**What to produce**. Pick each line that has "hand" out of the records.

━━ Materials provided ━━

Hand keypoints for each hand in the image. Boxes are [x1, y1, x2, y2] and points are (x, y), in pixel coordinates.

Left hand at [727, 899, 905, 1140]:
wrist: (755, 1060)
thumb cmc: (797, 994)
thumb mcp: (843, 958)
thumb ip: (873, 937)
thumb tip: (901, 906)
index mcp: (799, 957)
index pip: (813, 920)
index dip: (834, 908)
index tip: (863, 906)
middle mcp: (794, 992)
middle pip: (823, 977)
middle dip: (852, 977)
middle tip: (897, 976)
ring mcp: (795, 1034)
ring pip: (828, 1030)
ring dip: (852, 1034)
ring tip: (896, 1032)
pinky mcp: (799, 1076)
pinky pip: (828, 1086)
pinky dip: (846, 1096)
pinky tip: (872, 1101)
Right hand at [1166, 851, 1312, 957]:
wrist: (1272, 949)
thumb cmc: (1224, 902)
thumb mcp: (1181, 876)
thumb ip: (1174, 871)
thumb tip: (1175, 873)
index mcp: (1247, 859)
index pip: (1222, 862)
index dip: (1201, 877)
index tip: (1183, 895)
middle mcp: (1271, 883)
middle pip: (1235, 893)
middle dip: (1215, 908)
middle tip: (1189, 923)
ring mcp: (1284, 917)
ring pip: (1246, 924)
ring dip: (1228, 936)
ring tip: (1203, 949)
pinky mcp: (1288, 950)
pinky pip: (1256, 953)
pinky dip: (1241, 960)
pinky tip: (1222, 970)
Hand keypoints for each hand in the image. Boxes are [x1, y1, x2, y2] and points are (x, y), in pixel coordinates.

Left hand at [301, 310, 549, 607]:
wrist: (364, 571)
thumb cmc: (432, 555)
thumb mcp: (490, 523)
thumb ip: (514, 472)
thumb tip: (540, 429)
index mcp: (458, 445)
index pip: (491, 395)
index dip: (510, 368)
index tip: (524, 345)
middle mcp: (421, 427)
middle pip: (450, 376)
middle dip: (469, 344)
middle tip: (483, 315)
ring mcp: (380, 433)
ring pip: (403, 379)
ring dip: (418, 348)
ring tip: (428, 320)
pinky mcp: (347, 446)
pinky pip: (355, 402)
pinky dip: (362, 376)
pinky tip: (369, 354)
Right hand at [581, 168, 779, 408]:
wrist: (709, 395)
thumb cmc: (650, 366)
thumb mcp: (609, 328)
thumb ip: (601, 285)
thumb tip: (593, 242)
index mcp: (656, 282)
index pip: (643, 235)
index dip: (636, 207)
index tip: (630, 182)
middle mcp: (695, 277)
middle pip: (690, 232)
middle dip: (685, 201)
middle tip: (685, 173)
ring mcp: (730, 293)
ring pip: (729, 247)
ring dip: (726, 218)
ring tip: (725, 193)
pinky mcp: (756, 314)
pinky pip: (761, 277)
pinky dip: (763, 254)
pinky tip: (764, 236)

━━━

**Exercise result**.
Hand keypoints for each hand in the image. Boxes are [x1, y1, x2, y2] and points are (x, y), in pixel coordinates.
Left hand at [727, 899, 905, 1140]:
Right hand at [1166, 851, 1312, 957]:
Hand keypoints for each hand in the image. Boxes are [x1, y1, x2, y2] and points are (x, y), in pixel coordinates.
Left hand at [301, 310, 549, 607]:
Right hand at [581, 168, 779, 408]:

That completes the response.